Digital transformation is driving a sweeping change around the world. For an emerging country in the developing world, India has been quick to brace the digital future. Companies in India are doing a commendable job of digitalizing their operations to an upscale business. From banking and telecom to retail and manufacturing all sectors have willingly incorporated the ‘Digital India’ initiative in their processes. The connectivity aspect of digital transformation has empowered millions of people, and at the same time providing businesses with excellent opportunities for value creation and expansion.
While the digital wave has led to an extraordinary paradigm shift that requires businesses to align and realign all their operations in the digital era, the human resources function in many organizations in India is still lagging. KPMG in India’s report on ‘The future of HR in India in 2019: In the know or in the no’ indicates that 91 percent of the 90 HR leaders surveyed in the country highlight the importance of digital transformation, but only 60 percent feel mildly confident to be able to do so. Globally, 67 percent HR executives in O&G companies agree that HR is experiencing digital transformation, but only 41 percent said that they have a digital work plan in place. Amidst this rapidly evolving technology, 70 percent CEOs surveyed in ‘Growing pains - India CEO Outlook 2018’, consider data scientists as the most important part of their workforce in supporting their organization’s growth plans. Talent hiring, therefore, is also transforming parallelly across sectors.
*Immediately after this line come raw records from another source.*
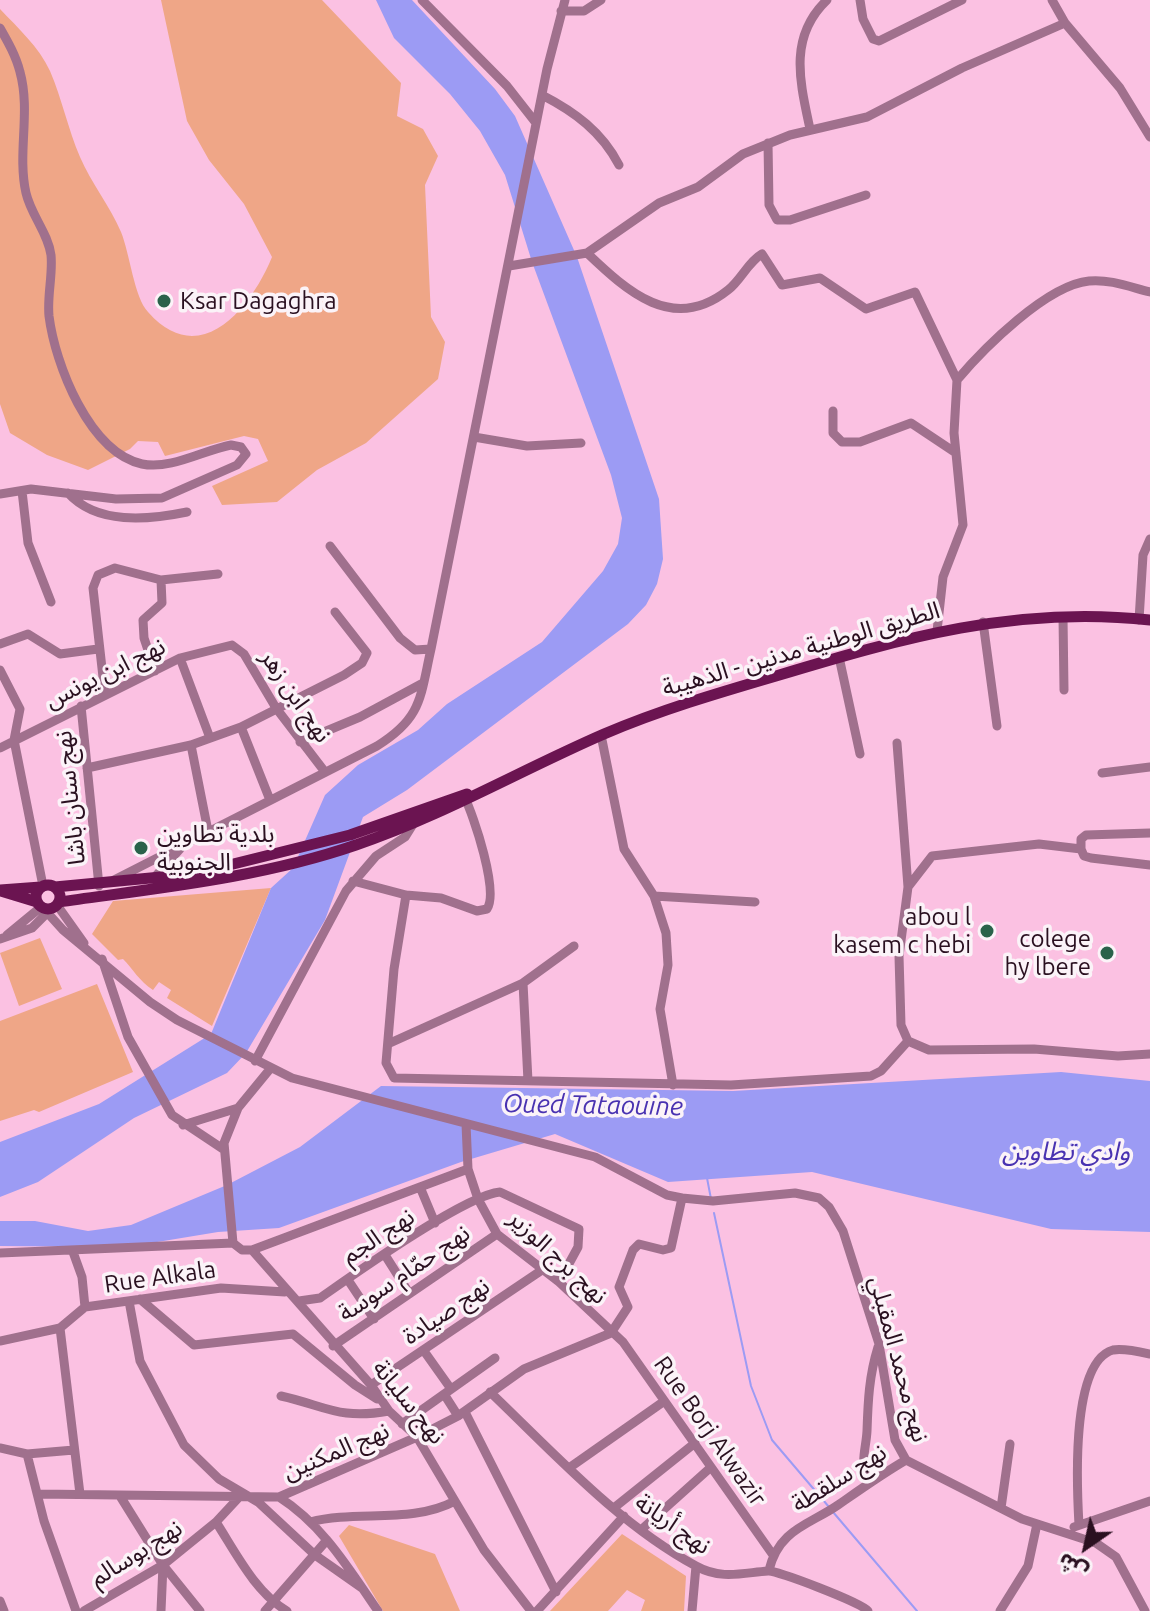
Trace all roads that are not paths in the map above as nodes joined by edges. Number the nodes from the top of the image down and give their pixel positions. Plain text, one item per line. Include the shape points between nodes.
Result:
1 (422, 0) edge
2 (565, 0) edge
3 (601, 0) edge
4 (827, 0) edge
5 (860, 0) edge
6 (962, 0) edge
7 (1052, 0) edge
8 (561, 11) junction
9 (1065, 23) junction
10 (0, 28) edge
11 (542, 95) junction
12 (536, 123) junction
13 (810, 129) junction
14 (1150, 137) edge
15 (768, 143) junction
16 (619, 165) dead end
17 (866, 195) dead end
18 (587, 253) junction
19 (509, 266) junction
20 (1150, 292) edge
21 (957, 380) junction
22 (833, 411) dead end
23 (474, 437) junction
24 (581, 443) dead end
25 (956, 453) junction
26 (22, 491) junction
27 (68, 493) junction
28 (0, 494) edge
29 (187, 512) dead end
30 (1150, 539) edge
31 (330, 546) dead end
32 (218, 574) dead end
33 (161, 580) junction
34 (51, 602) dead end
35 (335, 612) dead end
36 (1063, 617) junction
37 (1144, 620) edge
38 (983, 622) junction
39 (937, 631) junction
40 (0, 644) edge
41 (232, 645) joint
42 (98, 649) junction
43 (431, 649) junction
44 (839, 657) junction
45 (180, 658) junction
46 (0, 670) edge
47 (155, 671) junction
48 (423, 683) junction
49 (1064, 690) dead end
50 (105, 695) junction
51 (81, 706) junction
52 (276, 708) junction
53 (997, 726) dead end
54 (241, 727) junction
55 (601, 735) junction
56 (210, 738) junction
57 (14, 740) junction
58 (300, 742) junction
59 (897, 743) dead end
60 (191, 745) junction
61 (0, 748) edge
62 (860, 754) dead end
63 (1150, 767) edge
64 (87, 768) junction
65 (325, 772) junction
66 (1102, 773) dead end
67 (465, 797) junction
68 (270, 800) junction
69 (415, 821) junction
70 (398, 824) junction
71 (208, 831) junction
72 (1150, 833) edge
73 (189, 841) junction
74 (1081, 849) junction
75 (177, 853) junction
76 (1150, 865) edge
77 (191, 877) junction
78 (353, 881) junction
79 (153, 884) junction
80 (101, 885) junction
81 (47, 887) junction
82 (908, 887) junction
83 (0, 890) edge
84 (406, 895) junction
85 (654, 896) junction
86 (755, 902) dead end
87 (48, 907) junction
88 (2, 938) edge
89 (574, 946) dead end
90 (102, 959) junction
91 (523, 983) junction
92 (908, 1041) junction
93 (390, 1043) junction
94 (1150, 1054) edge
95 (255, 1061) junction
96 (270, 1069) junction
97 (528, 1081) junction
98 (673, 1085) junction
99 (238, 1108) junction
100 (466, 1124) junction
101 (183, 1125) junction
102 (223, 1149) junction
103 (467, 1166) junction
104 (420, 1187) junction
105 (682, 1198) junction
106 (478, 1199) junction
107 (435, 1223) junction
108 (497, 1234) junction
109 (232, 1241) junction
110 (252, 1250) junction
111 (73, 1252) junction
112 (0, 1253) edge
113 (385, 1255) junction
114 (542, 1270) junction
115 (348, 1280) junction
116 (559, 1282) junction
117 (285, 1292) junction
118 (409, 1293) junction
119 (134, 1300) junction
120 (299, 1301) junction
121 (85, 1307) junction
122 (374, 1319) junction
123 (60, 1328) junction
124 (611, 1333) junction
125 (0, 1341) edge
126 (879, 1344) junction
127 (333, 1346) junction
128 (424, 1351) junction
129 (1150, 1354) edge
130 (495, 1358) dead end
131 (371, 1385) junction
132 (448, 1392) junction
133 (490, 1392) junction
134 (281, 1396) dead end
135 (380, 1401) junction
136 (663, 1402) junction
137 (389, 1411) junction
138 (462, 1414) junction
139 (402, 1424) junction
140 (417, 1437) junction
141 (695, 1443) junction
142 (1010, 1444) dead end
143 (0, 1448) edge
144 (74, 1450) junction
145 (27, 1454) junction
146 (906, 1460) junction
147 (569, 1468) junction
148 (710, 1468) junction
149 (869, 1481) junction
150 (38, 1494) junction
151 (80, 1494) junction
152 (242, 1494) junction
153 (120, 1496) junction
154 (279, 1497) junction
155 (455, 1501) junction
156 (1150, 1501) edge
157 (615, 1507) junction
158 (1001, 1508) junction
159 (624, 1516) junction
160 (216, 1522) junction
161 (310, 1522) junction
162 (1037, 1524) junction
163 (1079, 1525) junction
164 (642, 1529) junction
165 (1064, 1531) junction
166 (327, 1540) junction
167 (315, 1555) junction
168 (773, 1555) junction
169 (163, 1565) junction
170 (696, 1566) junction
171 (769, 1570) junction
172 (362, 1588) junction
173 (556, 1592) junction
174 (0, 1601) edge
175 (273, 1603) junction
176 (4, 1611) edge
177 (76, 1611) edge
178 (84, 1611) edge
179 (161, 1611) edge
180 (200, 1611) edge
181 (265, 1611) edge
182 (287, 1611) edge
183 (378, 1611) edge
184 (534, 1611) edge
185 (692, 1611) edge
186 (868, 1611) edge
187 (1000, 1611) edge
188 (1145, 1611) edge

1 - 12 street
2 - 8 street
3 - 8 street via 584,11
4 - 13 street via 800,44 797,71
5 - 6 street via 863,19 879,41
7 - 9 street
8 - 11 street
9 - 13 street via 867,117
9 - 14 street via 1096,56
10 - 27 street via 23,89 20,161 27,198 50,247 49,317 64,373 84,415 110,444 141,463 167,463 231,445 246,454 237,465 162,498
11 - 12 street
11 - 16 street via 601,136
12 - 19 street
13 - 15 street
15 - 17 street via 769,205 777,220
15 - 18 street via 698,187 659,203
18 - 19 street
18 - 21 street via 630,293 669,306 716,300 762,254 782,285 820,278 869,310 915,292
19 - 23 street
20 - 21 street via 1108,281 1068,286 1005,332
21 - 25 street
22 - 25 street via 833,433 842,442 872,439 911,423
23 - 24 street via 527,446
23 - 43 street
25 - 39 street via 963,525 943,577
26 - 27 street
26 - 28 street
26 - 34 street via 28,543
27 - 29 street via 93,510 118,517
30 - 37 street via 1140,580
31 - 43 street via 400,638 415,650
32 - 33 street
33 - 42 street via 123,568 98,575 93,588
33 - 47 street via 162,603 143,625
35 - 52 street via 367,653 362,663
36 - 37 main road, الطريق الوطنية مدنين - الذهيبة
36 - 38 main road, الطريق الوطنية مدنين - الذهيبة
36 - 49 street
38 - 39 main road, الطريق الوطنية مدنين - الذهيبة
38 - 53 street
39 - 44 main road, الطريق الوطنية مدنين - الذهيبة
40 - 42 street via 28,634 60,654
41 - 45 street, نهج ابن يونس
41 - 52 street, نهج ابن زهر via 244,654
42 - 50 street
43 - 48 street
44 - 55 main road, الطريق الوطنية مدنين - الذهيبة
44 - 62 street
45 - 47 street, نهج ابن يونس
45 - 56 street
46 - 57 street via 20,709
47 - 50 street, نهج ابن يونس
48 - 58 street
48 - 65 street via 407,725
50 - 51 street, نهج ابن يونس
51 - 57 street, نهج ابن يونس
51 - 64 street, نهج سنان باشا
52 - 54 street
52 - 58 street, نهج ابن زهر
54 - 56 street
54 - 68 street
55 - 67 main road, الطريق الوطنية مدنين - الذهيبة
55 - 85 street via 624,849
56 - 60 street
57 - 61 street, نهج ابن يونس
57 - 81 street
58 - 65 street, نهج ابن زهر
59 - 82 street
60 - 64 street
60 - 71 street
63 - 66 street
64 - 80 street, نهج سنان باشا
65 - 68 street
67 - 69 main road, الطريق الوطنية مدنين - الذهيبة
67 - 70 main road, الطريق الوطنية مدنين - الذهيبة
67 - 84 street via 478,828 490,904 477,911 441,898
68 - 71 street
69 - 70 main road, الطريق الوطنية مدنين - الذهيبة
69 - 78 street via 405,837 376,856
70 - 77 main road, الطريق الوطنية مدنين - الذهيبة via 301,862
71 - 73 street
72 - 74 street via 1086,835
73 - 75 street
73 - 80 street
74 - 76 street via 1087,857
74 - 82 street via 1039,844 932,856
75 - 77 street via 175,862
75 - 79 street
77 - 79 main road, الطريق الوطنية مدنين - الذهيبة
78 - 84 street
78 - 95 street
79 - 80 main road, الطريق الوطنية مدنين - الذهيبة
79 - 87 main road, الطريق الوطنية مدنين - الذهيبة
80 - 81 main road, الطريق الوطنية مدنين - الذهيبة
81 - 83 main road, الطريق الوطنية مدنين - الذهيبة
81 - 87 main road
81 - 87 main road via 36,895
82 - 92 street via 899,956 901,1025
83 - 87 main road, الطريق الوطنية مدنين - الذهيبة
84 - 93 street
85 - 86 street
85 - 98 street via 668,947 660,1009
87 - 88 street
87 - 90 street, نهج محمد المقبلي
89 - 91 street
90 - 95 street, نهج محمد المقبلي via 150,1002
90 - 101 street via 128,1037 166,1107
91 - 93 street
91 - 97 street
92 - 94 street via 929,1050
92 - 98 street via 871,1076
93 - 97 street via 386,1063 394,1078
95 - 96 street, نهج محمد المقبلي
96 - 99 street
96 - 100 street, نهج محمد المقبلي
97 - 98 street
99 - 101 street
99 - 102 street
100 - 103 street, نهج برج الوزير
100 - 105 street, نهج محمد المقبلي via 595,1157
101 - 102 street
102 - 109 street
103 - 104 street
103 - 106 street, نهج برج الوزير
104 - 107 street
104 - 110 street
105 - 124 street via 671,1248 639,1244 633,1250 619,1287 628,1307
105 - 126 street, نهج محمد المقبلي via 713,1201 795,1193 819,1198 843,1231
106 - 107 street, نهج الجم
106 - 108 street, نهج برج الوزير
106 - 116 street via 505,1194 579,1229 578,1247
107 - 113 street, نهج الجم
108 - 114 street, نهج برج الوزير
108 - 118 street, نهج حمّام سوسة
109 - 110 street via 242,1250
109 - 111 street
110 - 117 street, نهج سليانة
111 - 112 street
111 - 121 street
113 - 115 street, نهج الجم
113 - 118 street
114 - 116 street, نهج برج الوزير
114 - 128 street, نهج صيادة
115 - 120 street, نهج الجم via 320,1298
115 - 122 street
116 - 124 street, نهج برج الوزير
117 - 119 street, Rue Alkala via 242,1286
117 - 120 street, نهج سليانة
118 - 122 street, نهج حمّام سوسة
119 - 121 street, Rue Alkala
119 - 135 street via 194,1345 293,1334
119 - 152 street via 140,1361 177,1435 219,1479
120 - 127 street, نهج سليانة
121 - 123 street, Rue Alkala
122 - 127 street, نهج حمّام سوسة
123 - 125 street, Rue Alkala
123 - 144 street
124 - 133 street, نهج المكنين via 524,1369
124 - 136 street, Rue Borj Alwazir via 627,1347
126 - 146 street, نهج محمد المقبلي via 892,1426
126 - 149 street via 867,1390 862,1467
127 - 131 street, نهج سليانة
128 - 131 street, نهج صيادة
128 - 132 street
129 - 163 street via 1113,1350 1087,1377 1078,1448
130 - 132 street
131 - 135 street, نهج سليانة
132 - 138 street
132 - 139 street
133 - 138 street, نهج المكنين
133 - 147 street, نهج أريانة
134 - 137 street via 331,1413 363,1416
135 - 137 street, نهج سليانة
136 - 141 street, Rue Borj Alwazir
136 - 147 street
137 - 139 street, نهج سليانة
138 - 140 street, نهج المكنين
138 - 173 street
139 - 140 street, نهج سليانة
140 - 154 street, نهج المكنين
140 - 155 street, نهج سليانة
141 - 148 street, Rue Borj Alwazir
141 - 157 street
142 - 158 street
143 - 145 street
144 - 145 street
144 - 151 street
145 - 150 street
146 - 149 street, نهج سلقطة
146 - 158 street, نهج محمد المقبلي
147 - 157 street, نهج أريانة
148 - 164 street
148 - 168 street, Rue Borj Alwazir
149 - 168 street, نهج سلقطة via 796,1527
150 - 151 street, نهج المكنين
150 - 177 street
151 - 153 street, نهج المكنين
152 - 153 street, نهج المكنين
152 - 154 street, نهج المكنين
152 - 160 street, نهج بوسالم
152 - 167 street via 258,1502
153 - 169 street
154 - 161 street
155 - 161 street via 423,1513
155 - 184 street, نهج سليانة via 484,1550
156 - 163 street
157 - 159 street, نهج أريانة
158 - 162 street, نهج محمد المقبلي
159 - 164 street, نهج أريانة
159 - 173 street
160 - 169 street, نهج بوسالم
160 - 175 street
161 - 166 street
162 - 165 street, نهج محمد المقبلي
162 - 187 street via 1028,1566
163 - 165 street
164 - 170 street, نهج أريانة
165 - 188 street, نهج محمد المقبلي via 1116,1557
166 - 167 street
166 - 172 street
167 - 172 street
167 - 175 street
168 - 171 street, نهج سلقطة
169 - 178 street, نهج بوسالم
169 - 179 street
169 - 180 street
170 - 171 street, نهج أريانة via 723,1576
170 - 185 street
171 - 186 street, نهج أريانة via 849,1598
172 - 183 street
173 - 184 street
174 - 176 street
175 - 181 street
175 - 182 street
Over the decades, the Oil & Gas industry has played a pivotal role in the economic transformation of the world. Presently, predictive analysis is steadily offering a breather to many players in this domain. Besides enhancing the business, it has the potential to offer some practical solutions to the above-listed challenges. In KPMG in India’s Future of HR in India in 2019: In the know or in the no’ report, 80 percent of HR leaders in India have expressed deep interest to invest in analytics and newer technology linked interventions over the coming next year or two.
As a core sector of the Indian economy, it has an opportunity to redefine its boundaries through digital transformation. Though digitalization has been a source of positive change for the sector, it is yet to realize its full potential. Several challenges stand in the way of oil and gas companies that are treading on the path to digital transformation. It is riddled with constant upheavals such as: falling crude prices, rising costs of extraction, difficulties of exploration, economic downturn, fluctuating prices, untamed competition, frequent budget and schedule overruns and turbulent state of international politics, and greater demands of climate change accountability.
In a bid to save above the ground costs, many oil and gas companies refrain from investing in tech advancements which can help ease operations and for that matter hiring. Smart investments in technological adoption in key operational areas is now more important than before. The sector also suffers from attracting talent. Reports suggest that the permanent workforce in India's oil and gas PSUs declined by more than 2,000 in the last financial year. In the past 16 years, there has been a 14.65 percent decline in the permanent workforce employed by all the oil and gas companies.
Digital is going to be a key enabler in oil and gas to reduce costs, make faster and better decisions, and to increase workforce productivity. A majority of companies, however, are yet to reap the benefits of digital in terms of improved financial performance. Oil and Gas companies must take cognizance of the fact that human resources will no longer be an enabling function. It will be the driver of business success and sustenance in these volatile, uncertain, complex and ambiguous times.
The rise of digitalization in the industry also poses the challenge of cybersecurity. In India, the nature of cybercrime incidents has evolved to become more frequent, sophisticated and complex in nature, making cybersecurity one of the top priorities for Indian organizations today. In an already risk sensitive industry like Oil & Gas, enterprises need a dynamic cybersecurity framework supplemented with the right skills and tools to build a resilient enterprise. KPMG in India’s India CEO Outlook Report 2018 indicates that though future proofing against cyber risks is on their mind, implementation has not been on par with the intent. While 50 percent of CEOs consider cybersecurity specialists most important in supporting their organization's growth plans, only 37 percent of them believe that their companies are well prepared to counter a future cyber attack.
According to data released by the Department of Industrial Policy and Promotion (DIPP), the petroleum and natural gas sector attracted FDI worth USD7 billion between April 2000 and June 2018. Going forward, this growth and investment momentum and increasing emphasis on clean energy is slated to scale employment in the sector, as well, making HR the cog of the oil and gas business wheel. Smart investments to integrate businesses with its constantly evolving ecosystem and aligning technology with people is likely to become more important for this sector. After all, an amalgamation of people and technology is an excellent source of differentiation and value creation for companies across sectors.